Interpreting the Preliminary MET Findings
A prominent scholar has criticized the preliminary report the Bill & Melinda Gates Foundation recently put out on its Measures of Effective Teaching study, arguing that the conclusions the Gates Foundation draws from its data aren't supported by its research.
You'll remember that the earlier paper found that value-added estimates of teachers, particularly in math, did appear to predict performance in a teacher's other classes and on other tests. Student surveys also seemed to offer up some clues on teacher effectiveness.
But Jesse Rothstein, a University of California, Berkeley researcher who's written a number of papers on value-added measures argues that the Gates report actually appears to undermine the potential usefulness of of value-added as part of teacher evaluations, the opposite of the conclusions drawn in the preliminary MET report. At the very least, the report's enthusiasm for value-added is "premature," he said in an interview.
For example, the Gates project found a .54 or "moderate-to-large" correlation between teachers' value-added performance on the state math test and on a supplemental, more cognitively demanding exam. By Rothstein's reading of the data, a .54 correlation means that a teacher whose value-added put her at the 80th percentile would still have a 30 percent chance of scoring at the lower end of the scale on the other test.
The two parties aren't debating the actual data in question. Instead, what this amounts to is a problem of interpretation: Where the Gates folks find promise in the notion that there's some predictive power to these value-added measurements, that power, in Rothstein's view, is "shockingly weak." It hints that teachers' estimates on value-added measures depends on things like how closely they follow the curriculum on the test, he said.
When I asked Rothstein to describe what a less-worrisome, strong correlation might look like, he suggested an 0.7 or 0.8 correlation.
In the paper, Rothstein also argues that the Gates experts didn't account for the "fade out" of value-added estimates over time, as he's documented elsewhere, and that other problems, such as the nonrandom assignment of students to classes, mean that it's hard to know how these calculations would play out in the real world.
He contends that, by stating that value-added seems to be a relatively strong predictor of performance—before study on all the other measures is complete—the foundation's interpretation is skewed toward support of value-added.

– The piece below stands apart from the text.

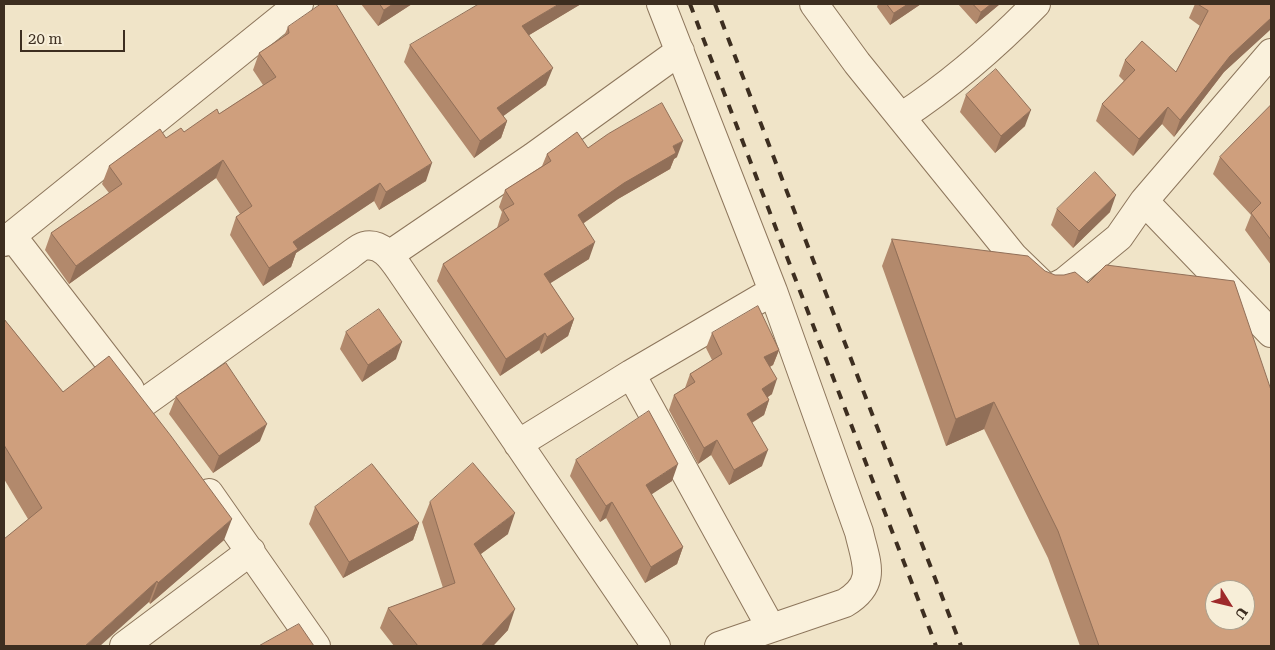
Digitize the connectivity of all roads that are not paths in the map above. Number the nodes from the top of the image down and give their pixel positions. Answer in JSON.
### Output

I checked in with the Gates Foundation after reviewing the critique. Here's what spokesman Chris Williams had to say:
"I think we would say that Rothstein is right that we need more randomized evidence of the causal effects of the estimated teacher impacts," he said. In fact, that's actually a part of the project set to begin this year.

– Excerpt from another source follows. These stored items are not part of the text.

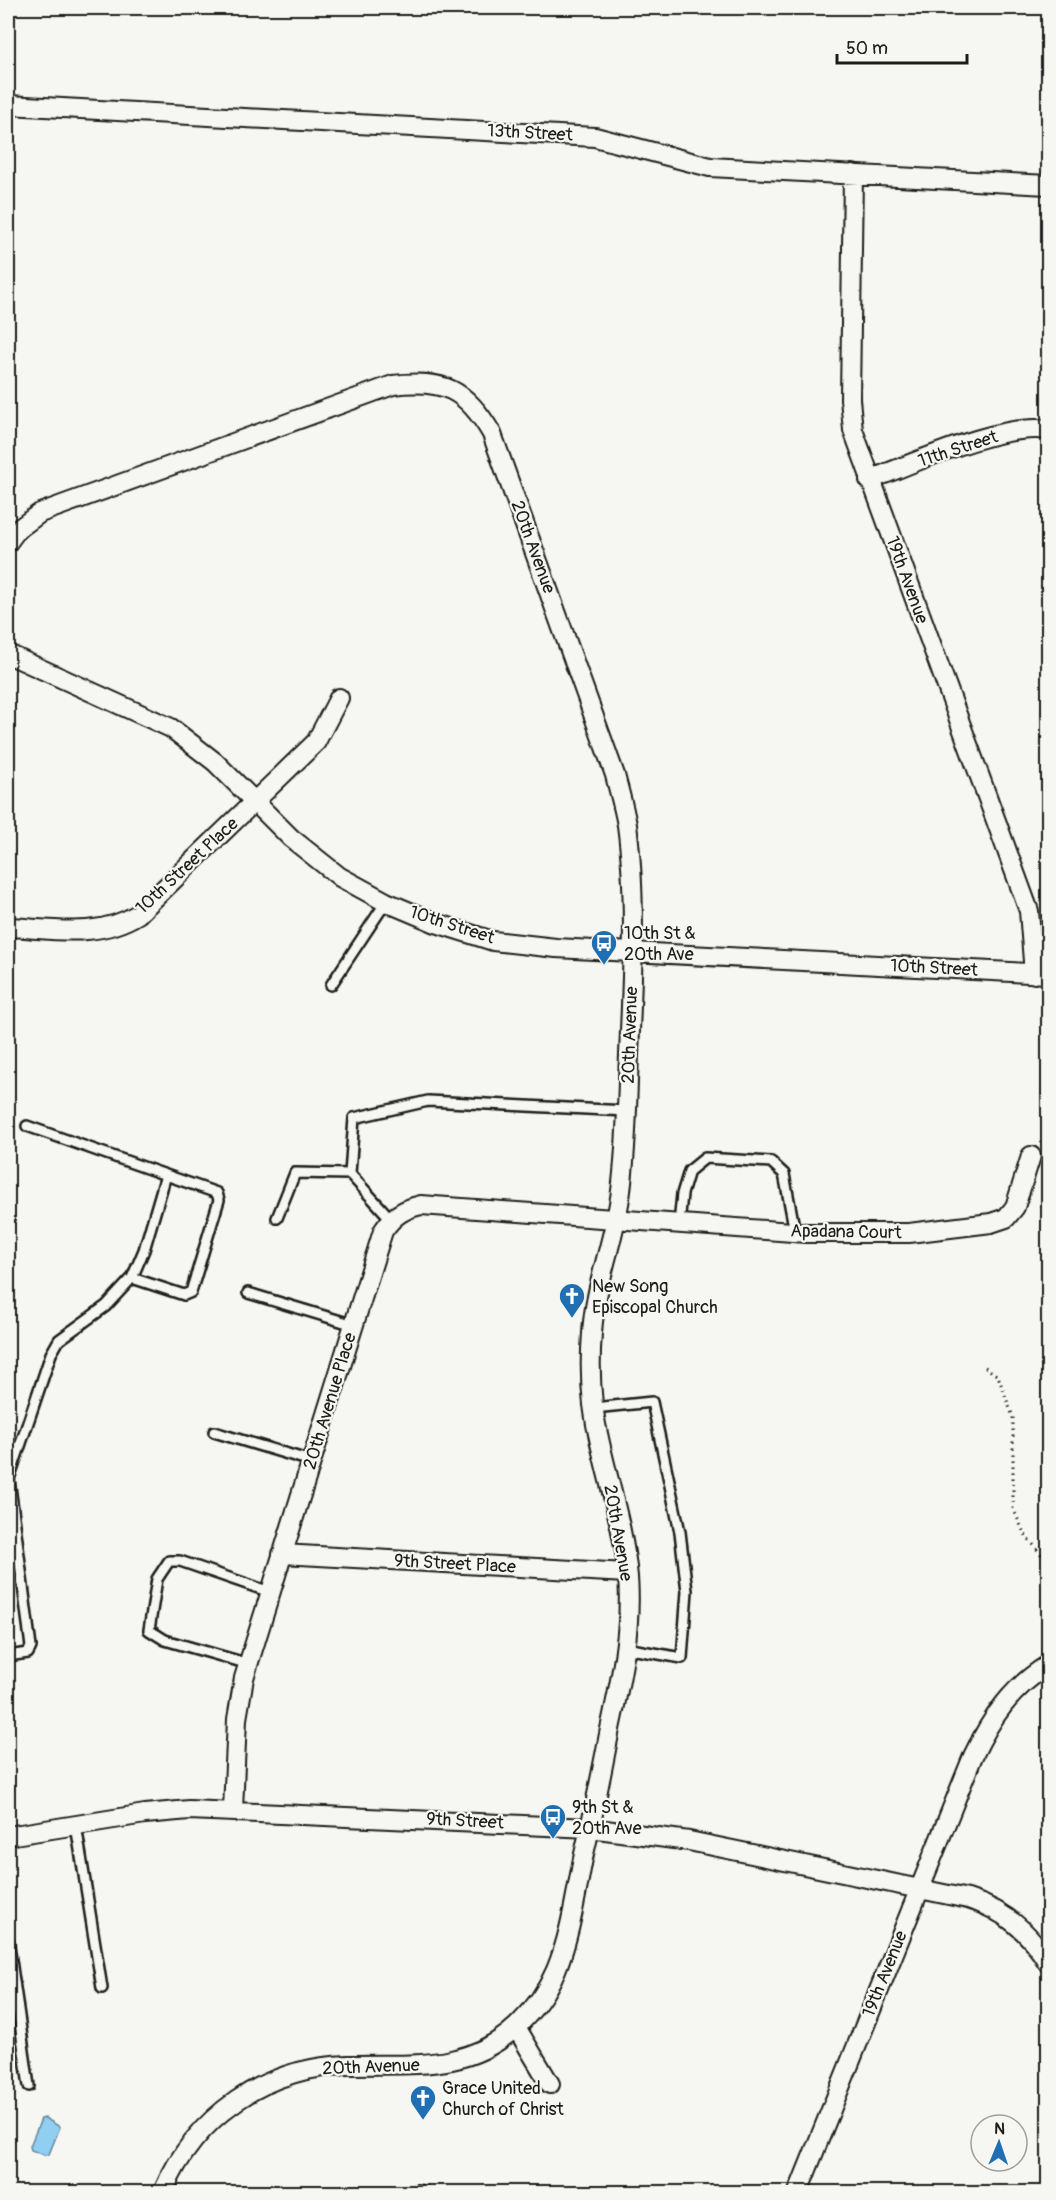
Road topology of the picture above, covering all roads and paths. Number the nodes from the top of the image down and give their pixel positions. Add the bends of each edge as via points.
1 (8, 105) edge
2 (853, 174) junction
3 (1048, 185) edge
4 (1048, 430) edge
5 (869, 480) junction
6 (8, 542) edge
7 (8, 654) edge
8 (339, 698) dead end
9 (255, 801) junction
10 (386, 902) junction
11 (8, 927) edge
12 (633, 952) junction
13 (1041, 974) edge
14 (331, 985) dead end
15 (627, 1111) junction
16 (27, 1126) dead end
17 (1031, 1155) dead end
18 (350, 1174) junction
19 (166, 1175) junction
20 (617, 1217) junction
21 (277, 1218) dead end
22 (391, 1219) junction
23 (679, 1225) junction
24 (795, 1232) junction
25 (132, 1278) junction
26 (248, 1293) dead end
27 (354, 1325) junction
28 (986, 1367) dead end
29 (594, 1408) junction
30 (214, 1432) dead end
31 (311, 1461) junction
32 (282, 1554) junction
33 (1048, 1563) edge
34 (627, 1573) junction
35 (270, 1592) junction
36 (625, 1648) junction
37 (8, 1656) edge
38 (249, 1664) junction
39 (1048, 1665) edge
40 (232, 1810) junction
41 (76, 1825) junction
42 (590, 1828) junction
43 (8, 1836) edge
44 (919, 1889) junction
45 (8, 1939) edge
46 (1048, 1963) edge
47 (102, 1988) dead end
48 (516, 2027) junction
49 (550, 2084) dead end
50 (29, 2086) dead end
51 (163, 2193) edge
52 (798, 2193) edge

1 - 2 street, 13th Street via 595,137 710,167
2 - 3 street, 13th Street
2 - 5 street, 19th Avenue via 850,399 853,430
4 - 5 street, 11th Street via 1037,428 983,439
5 - 13 street, 19th Avenue via 1029,911
6 - 12 street, 20th Avenue via 40,513 393,385 422,382 452,390 480,413 492,434 615,775 626,824
7 - 9 street, 10th Street via 171,728 192,742
8 - 9 street, 10th Street Place via 316,742
9 - 10 street, 10th Street via 291,838 340,877
9 - 11 street, 10th Street Place via 138,914 122,924 84,931
10 - 12 street, 10th Street via 493,941
10 - 14 lane
12 - 13 street, 10th Street
12 - 15 street, 20th Avenue
15 - 18 lane via 428,1101 354,1119
15 - 20 street, 20th Avenue
16 - 19 lane
17 - 24 street, Apadana Court via 1015,1207 1006,1218 991,1223 909,1233
18 - 21 lane via 295,1173
18 - 22 lane
19 - 25 lane
19 - 25 lane via 219,1196 191,1292 184,1295
20 - 22 street via 421,1205 407,1208
20 - 23 street, Apadana Court
20 - 29 street, 20th Avenue via 597,1291 592,1328
22 - 27 street, 20th Avenue Place via 383,1232
23 - 24 street, Apadana Court
23 - 24 lane via 689,1171 705,1158 771,1162 784,1174
25 - 37 lane via 112,1301 54,1347 12,1468 9,1488 31,1647 28,1653
26 - 27 lane
27 - 31 street, 20th Avenue Place
28 - 33 path via 998,1376 1013,1417 1013,1509 1024,1533
29 - 34 street, 20th Avenue
29 - 36 lane via 652,1402 680,1532 687,1591 682,1658
30 - 31 lane
31 - 32 street, 20th Avenue Place
32 - 34 street, 9th Street Place
32 - 35 street, 20th Avenue Place
34 - 36 street, 20th Avenue
35 - 38 street, 20th Avenue Place
35 - 38 lane via 180,1561 169,1561 157,1579 149,1630 165,1640
36 - 42 street, 20th Avenue
38 - 40 street, 20th Avenue Place via 237,1719
39 - 44 street, 19th Avenue via 1023,1682 990,1721
40 - 41 street, 9th Street via 167,1812
40 - 42 street, 9th Street
41 - 43 street, 9th Street
41 - 47 lane
42 - 44 street, 9th Street via 689,1841
42 - 48 street, 20th Avenue via 557,1967 534,2008
44 - 46 street, 9th Street via 968,1899 1003,1914 1022,1928
44 - 52 street, 19th Avenue
45 - 50 lane
48 - 49 street
48 - 51 street, 20th Avenue via 476,2053 451,2061 425,2066 320,2067 287,2074 262,2085 238,2098 198,2133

But, he added, the foundation doesn't think that value-added should be the sole measure of teacher effectiveness.
"The paper highlights the mistakes if we were to rely solely on test-score measures, but we're not advocating that approach, and I think we've been pretty clear about the purposes of the project," Williams said. "We don't think value-added [alone] should be teacher evaluation."
Whether you view these results as a boon or a blow to value-added, the bottom line for the moment is that researchers and practitioners really don't (yet) know the optimal mix of teacher evaluation measures or how to weight them.
Other questions to consider: What happens if some of the other measures being studied, like the much-awaited teacher observations, don't turn out to be all that highly correlated with student achievement? It's a distinct possibility. After all, as it turns out, the .54 correlation between tests was one of the stronger correlations in this preliminary report. (Student ratings, though consistent across a teacher's classrooms, were generally less predictive of his or her value-added performance.)
When all of the data is out from MET, will there be enough evidence from all these measures combined to make a decent evaluation tool? Could the problems with any one of these measures be balanced out by the strength of the other measures (i.e., if a teacher gets dinged on value-added but gets a strong observation score)? It's hard to say at this point, but the preliminary MET did find that the correlations got a little stronger when both value-added and the student perception information were combined.
In any case, whatever system is used to judge teachers will have some degree of error. Policymakers, teachers, unions, and school boards will need to come to an accord about how much and what type is acceptable for which purposes.
To the issues Rothstein raises in this paper, if the parties agree to pick value-added as one measure—and that's a big "if"—then they'll also have to make a decision about which value-added calculation to use, which test is most appropriate for that purpose, and which curriculum will underpin that test.
Not an easy thing to do.